The retreats were crowned by sacramental confession and Communion. A large group of Saints, Blesseds, and Servants of God took part in retreats on the Caelian Hill. Among them: St. Julian Eymard, Saint Gaspare del Bufalo, St. Anthony Mary Gianelli, Saint Vincent Pallotti and Blessed Antonio Rosmini.
There were also Popes, such as the aforementioned Pius IX, and then Leo XIII, John XXIII, Paul VI, John Paul I.
From the late 19th century and throughout the 20th century the retreats were gradually assigned to various categories, priests, religious and lay faithful. After the Second Vatican Council, the Retreat House was also opened to Sisters, the laity and numerous parish groups.
Many ordination candidates of the various Roman colleges ascended the Caelian Hill for spiritual exercises in preparation for the various clerical orders.

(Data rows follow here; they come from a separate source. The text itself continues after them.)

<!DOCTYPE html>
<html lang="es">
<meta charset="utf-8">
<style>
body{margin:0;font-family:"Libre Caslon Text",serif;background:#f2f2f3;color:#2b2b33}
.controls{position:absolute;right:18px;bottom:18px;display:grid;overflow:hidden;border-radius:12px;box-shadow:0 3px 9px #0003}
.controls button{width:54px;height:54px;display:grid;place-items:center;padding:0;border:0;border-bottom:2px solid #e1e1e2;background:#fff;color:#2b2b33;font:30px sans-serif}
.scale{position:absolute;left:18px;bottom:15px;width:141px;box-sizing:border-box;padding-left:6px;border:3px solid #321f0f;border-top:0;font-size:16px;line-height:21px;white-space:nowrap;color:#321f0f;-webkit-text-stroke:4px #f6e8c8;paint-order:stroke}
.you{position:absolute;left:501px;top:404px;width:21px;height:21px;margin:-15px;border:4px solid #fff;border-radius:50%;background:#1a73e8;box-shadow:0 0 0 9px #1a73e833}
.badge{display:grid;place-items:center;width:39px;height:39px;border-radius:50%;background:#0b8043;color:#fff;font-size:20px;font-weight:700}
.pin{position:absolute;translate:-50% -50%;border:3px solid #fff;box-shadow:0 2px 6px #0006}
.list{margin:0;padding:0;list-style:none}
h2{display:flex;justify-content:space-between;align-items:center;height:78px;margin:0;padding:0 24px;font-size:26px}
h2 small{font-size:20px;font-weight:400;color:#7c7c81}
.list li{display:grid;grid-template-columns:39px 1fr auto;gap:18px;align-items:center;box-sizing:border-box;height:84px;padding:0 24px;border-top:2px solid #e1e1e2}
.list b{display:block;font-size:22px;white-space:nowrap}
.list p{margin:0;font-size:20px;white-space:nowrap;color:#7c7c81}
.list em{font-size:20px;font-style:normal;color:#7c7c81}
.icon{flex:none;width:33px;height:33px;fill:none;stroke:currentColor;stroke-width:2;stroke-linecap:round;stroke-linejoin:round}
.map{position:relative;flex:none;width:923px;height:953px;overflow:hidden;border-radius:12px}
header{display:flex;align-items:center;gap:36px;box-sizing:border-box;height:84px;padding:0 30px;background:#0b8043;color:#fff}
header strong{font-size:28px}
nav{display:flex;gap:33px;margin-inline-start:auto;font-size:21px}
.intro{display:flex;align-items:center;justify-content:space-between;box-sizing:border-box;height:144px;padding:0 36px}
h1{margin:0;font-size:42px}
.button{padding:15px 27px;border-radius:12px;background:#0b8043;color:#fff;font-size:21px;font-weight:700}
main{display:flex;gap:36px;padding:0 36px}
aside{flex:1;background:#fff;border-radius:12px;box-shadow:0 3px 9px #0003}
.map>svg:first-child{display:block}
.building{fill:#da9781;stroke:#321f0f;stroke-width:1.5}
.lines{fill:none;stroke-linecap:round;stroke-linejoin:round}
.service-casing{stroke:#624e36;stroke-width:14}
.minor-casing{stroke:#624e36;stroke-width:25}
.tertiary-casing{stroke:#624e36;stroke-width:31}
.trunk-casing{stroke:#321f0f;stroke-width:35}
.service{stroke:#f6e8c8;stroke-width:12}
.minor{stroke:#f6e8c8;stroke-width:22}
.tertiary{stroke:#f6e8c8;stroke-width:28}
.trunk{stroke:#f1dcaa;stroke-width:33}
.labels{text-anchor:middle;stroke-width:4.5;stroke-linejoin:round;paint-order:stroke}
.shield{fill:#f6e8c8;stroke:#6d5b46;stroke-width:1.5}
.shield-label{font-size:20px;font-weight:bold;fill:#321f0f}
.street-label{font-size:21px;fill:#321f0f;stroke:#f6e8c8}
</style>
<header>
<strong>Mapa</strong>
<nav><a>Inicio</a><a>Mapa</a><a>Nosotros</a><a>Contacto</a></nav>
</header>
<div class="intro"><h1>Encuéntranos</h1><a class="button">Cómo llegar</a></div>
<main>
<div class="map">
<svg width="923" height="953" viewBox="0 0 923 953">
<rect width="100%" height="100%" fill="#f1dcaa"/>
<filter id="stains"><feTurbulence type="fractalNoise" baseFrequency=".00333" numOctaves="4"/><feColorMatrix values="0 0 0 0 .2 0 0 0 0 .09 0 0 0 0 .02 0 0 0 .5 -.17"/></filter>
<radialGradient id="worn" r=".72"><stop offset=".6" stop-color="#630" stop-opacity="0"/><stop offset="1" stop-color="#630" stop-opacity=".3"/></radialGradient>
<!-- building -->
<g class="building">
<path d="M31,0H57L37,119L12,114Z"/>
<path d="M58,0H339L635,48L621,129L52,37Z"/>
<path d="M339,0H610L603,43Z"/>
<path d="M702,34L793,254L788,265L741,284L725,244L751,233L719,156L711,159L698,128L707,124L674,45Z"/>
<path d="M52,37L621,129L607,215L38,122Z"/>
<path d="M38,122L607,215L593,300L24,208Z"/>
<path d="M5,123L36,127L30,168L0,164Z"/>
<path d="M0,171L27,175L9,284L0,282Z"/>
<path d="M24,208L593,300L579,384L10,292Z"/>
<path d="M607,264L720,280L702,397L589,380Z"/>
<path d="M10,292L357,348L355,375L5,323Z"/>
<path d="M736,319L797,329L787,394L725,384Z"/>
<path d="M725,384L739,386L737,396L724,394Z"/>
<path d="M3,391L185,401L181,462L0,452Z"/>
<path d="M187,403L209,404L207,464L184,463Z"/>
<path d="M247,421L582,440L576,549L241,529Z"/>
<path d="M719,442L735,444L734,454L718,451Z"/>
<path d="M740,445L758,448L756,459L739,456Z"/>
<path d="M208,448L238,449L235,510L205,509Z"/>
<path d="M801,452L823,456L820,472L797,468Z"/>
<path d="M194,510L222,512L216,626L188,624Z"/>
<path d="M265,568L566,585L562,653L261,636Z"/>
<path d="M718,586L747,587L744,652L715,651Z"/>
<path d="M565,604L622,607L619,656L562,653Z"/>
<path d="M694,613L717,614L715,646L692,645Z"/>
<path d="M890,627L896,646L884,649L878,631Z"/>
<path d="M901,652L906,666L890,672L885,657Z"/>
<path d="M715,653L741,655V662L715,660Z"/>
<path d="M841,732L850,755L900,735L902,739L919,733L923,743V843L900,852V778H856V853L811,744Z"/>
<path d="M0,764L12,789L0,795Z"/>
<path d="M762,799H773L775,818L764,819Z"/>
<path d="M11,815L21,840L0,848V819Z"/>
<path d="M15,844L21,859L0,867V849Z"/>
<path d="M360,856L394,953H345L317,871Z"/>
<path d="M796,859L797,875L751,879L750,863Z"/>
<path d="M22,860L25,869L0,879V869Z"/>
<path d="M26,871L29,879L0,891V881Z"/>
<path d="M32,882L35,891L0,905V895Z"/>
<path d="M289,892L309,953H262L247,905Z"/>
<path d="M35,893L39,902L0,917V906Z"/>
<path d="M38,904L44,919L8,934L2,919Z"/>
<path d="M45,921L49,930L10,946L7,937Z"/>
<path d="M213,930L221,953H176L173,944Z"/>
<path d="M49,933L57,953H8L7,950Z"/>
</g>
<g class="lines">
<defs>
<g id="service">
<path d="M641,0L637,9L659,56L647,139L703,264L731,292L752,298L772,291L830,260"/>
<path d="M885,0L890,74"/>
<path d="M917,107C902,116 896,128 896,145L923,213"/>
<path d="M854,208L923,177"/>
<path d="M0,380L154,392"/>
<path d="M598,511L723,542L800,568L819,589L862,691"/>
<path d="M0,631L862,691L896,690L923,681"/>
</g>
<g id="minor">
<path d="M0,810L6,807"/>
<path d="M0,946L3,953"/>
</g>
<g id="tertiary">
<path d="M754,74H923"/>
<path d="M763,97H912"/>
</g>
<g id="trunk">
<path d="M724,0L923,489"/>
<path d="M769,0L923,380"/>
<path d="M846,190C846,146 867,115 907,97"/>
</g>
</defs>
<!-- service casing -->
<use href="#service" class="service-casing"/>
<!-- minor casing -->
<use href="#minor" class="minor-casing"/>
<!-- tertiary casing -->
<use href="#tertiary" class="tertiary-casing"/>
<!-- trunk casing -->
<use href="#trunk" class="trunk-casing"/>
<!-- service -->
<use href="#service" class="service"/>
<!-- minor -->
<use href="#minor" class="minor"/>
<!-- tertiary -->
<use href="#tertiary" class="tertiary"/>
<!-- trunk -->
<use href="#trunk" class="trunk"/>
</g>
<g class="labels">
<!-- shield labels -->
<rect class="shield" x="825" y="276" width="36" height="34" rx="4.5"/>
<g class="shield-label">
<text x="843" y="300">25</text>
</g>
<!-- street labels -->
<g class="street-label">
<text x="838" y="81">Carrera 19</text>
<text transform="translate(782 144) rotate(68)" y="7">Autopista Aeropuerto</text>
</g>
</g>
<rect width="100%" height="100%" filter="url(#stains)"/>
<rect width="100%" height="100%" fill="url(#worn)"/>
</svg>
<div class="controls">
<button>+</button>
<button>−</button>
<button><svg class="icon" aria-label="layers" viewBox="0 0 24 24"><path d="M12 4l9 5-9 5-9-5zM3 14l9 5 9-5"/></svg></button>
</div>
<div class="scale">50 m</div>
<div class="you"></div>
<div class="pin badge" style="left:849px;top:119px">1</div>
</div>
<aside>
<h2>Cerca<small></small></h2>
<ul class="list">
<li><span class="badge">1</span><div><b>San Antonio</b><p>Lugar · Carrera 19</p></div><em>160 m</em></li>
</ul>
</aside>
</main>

These include the aforementioned Saint John XXIII who transcribed his memories of his retreat in the unforgettable pages of his “Journal of a Soul”.
The retreat house of the Caelian Hill, which was recently renovated, is one of the oldest in the city. Since the arrival of the Passionists in 1773, it has always served those who want to spend time in an atmosphere of silence and recollection, a powerful experience of the Spirit according to the characteristic spirituality of the Congregation of the Passion.